The five-member team from Greater New Bedford Voc-Tech seniors Jennifer Benevides, Brandon Correia, Michael Cruz, Patrick Grime and Catarina Pedro submitted a design for a brick-and-granite building lined with windows inspired by nearby Wamsutta Mills.
The entrance to the building is a three-story atrium meant to evoke the Butler Flats lighthouse.
“We tried to capture the idea of the old whaling and textile era of the city,” said Grime, the team lead.
Of the eight designs submitted, the plan by South Dartmouth’s Damon May was the one that most paid tribute to the city’s old train station.

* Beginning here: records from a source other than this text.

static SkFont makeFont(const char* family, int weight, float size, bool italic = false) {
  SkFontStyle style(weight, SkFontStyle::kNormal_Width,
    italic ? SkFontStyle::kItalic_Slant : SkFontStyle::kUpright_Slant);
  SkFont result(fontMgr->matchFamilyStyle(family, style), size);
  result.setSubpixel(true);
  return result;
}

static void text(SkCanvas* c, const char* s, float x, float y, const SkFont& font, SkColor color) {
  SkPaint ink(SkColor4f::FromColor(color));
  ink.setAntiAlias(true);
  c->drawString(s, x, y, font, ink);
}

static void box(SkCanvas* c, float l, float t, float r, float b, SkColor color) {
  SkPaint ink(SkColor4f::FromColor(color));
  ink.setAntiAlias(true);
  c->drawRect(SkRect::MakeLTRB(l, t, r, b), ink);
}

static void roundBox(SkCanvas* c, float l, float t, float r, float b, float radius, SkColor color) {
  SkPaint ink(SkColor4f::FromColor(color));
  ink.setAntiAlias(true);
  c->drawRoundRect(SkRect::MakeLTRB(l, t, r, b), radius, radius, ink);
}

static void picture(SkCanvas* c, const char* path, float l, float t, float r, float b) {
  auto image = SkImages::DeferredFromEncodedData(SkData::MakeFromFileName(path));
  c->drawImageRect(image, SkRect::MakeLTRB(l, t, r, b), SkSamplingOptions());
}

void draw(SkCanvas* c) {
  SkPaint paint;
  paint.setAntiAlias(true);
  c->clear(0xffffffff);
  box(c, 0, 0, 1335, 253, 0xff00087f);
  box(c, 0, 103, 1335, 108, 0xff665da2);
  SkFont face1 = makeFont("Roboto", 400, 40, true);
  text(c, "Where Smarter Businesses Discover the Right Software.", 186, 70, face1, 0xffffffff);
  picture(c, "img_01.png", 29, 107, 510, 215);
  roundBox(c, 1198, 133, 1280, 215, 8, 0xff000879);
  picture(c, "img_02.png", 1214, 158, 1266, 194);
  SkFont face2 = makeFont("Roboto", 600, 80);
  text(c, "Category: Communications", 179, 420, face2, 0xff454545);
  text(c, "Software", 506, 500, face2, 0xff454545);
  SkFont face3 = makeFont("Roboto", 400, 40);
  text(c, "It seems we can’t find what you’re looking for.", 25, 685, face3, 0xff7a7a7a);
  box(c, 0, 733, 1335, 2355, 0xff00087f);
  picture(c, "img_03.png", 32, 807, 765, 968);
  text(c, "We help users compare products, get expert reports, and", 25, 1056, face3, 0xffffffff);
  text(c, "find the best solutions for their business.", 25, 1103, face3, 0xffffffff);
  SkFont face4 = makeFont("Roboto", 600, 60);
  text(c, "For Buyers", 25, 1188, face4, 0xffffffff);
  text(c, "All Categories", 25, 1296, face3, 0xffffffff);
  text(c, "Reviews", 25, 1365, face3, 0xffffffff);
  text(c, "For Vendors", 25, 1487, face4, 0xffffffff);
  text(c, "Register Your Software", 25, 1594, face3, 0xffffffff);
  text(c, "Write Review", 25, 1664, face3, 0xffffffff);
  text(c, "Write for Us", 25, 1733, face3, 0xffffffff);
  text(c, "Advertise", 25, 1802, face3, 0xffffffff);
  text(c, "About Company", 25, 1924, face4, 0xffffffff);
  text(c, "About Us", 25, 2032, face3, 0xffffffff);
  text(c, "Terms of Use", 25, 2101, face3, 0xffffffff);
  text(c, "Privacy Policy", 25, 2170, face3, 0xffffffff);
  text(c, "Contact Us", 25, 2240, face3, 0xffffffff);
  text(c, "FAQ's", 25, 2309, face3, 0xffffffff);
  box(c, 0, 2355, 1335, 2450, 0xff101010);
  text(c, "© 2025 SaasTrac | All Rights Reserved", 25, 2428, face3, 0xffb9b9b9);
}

“The city’s got good bones,” May said. “I was interested in the big, brawny buildings of the waterfront.”
The three-level building features a dramatically sloping, south-facing roof with solar panels. Once he had that roofline down, said May, the rest of the design proceeded from there.
The judging panel Lang, Egan, Steve Smith from the Southeastern Regional Planning and Economic Development District, Jill Maclean and Anne Louro from the city’s Planning Department, and Edgar Adams from Roger Williams University also gave out honorable mention awards to the other six entries for specific design features.
Smith said the stations are one of the most interesting and exciting aspects of the overall South Coast Rail project.
“It reminds us that this is more than just a train running between New Bedford and Boston,” he said. “It is an urban revitalization project.”
Egan said design work on the Whale’s Tooth station had been halted last summer after the feedback the team received in New Bedford, but now that the ideas from the design competition had been collected, work could start again.
That process will likely advance slowly, she said, as a funding source has yet to be identified for the station.
“We’re going to be looking to include many of the elements that came out of these designs,” Egan said. “It was a hard decision and we just think we have so many things to work with.”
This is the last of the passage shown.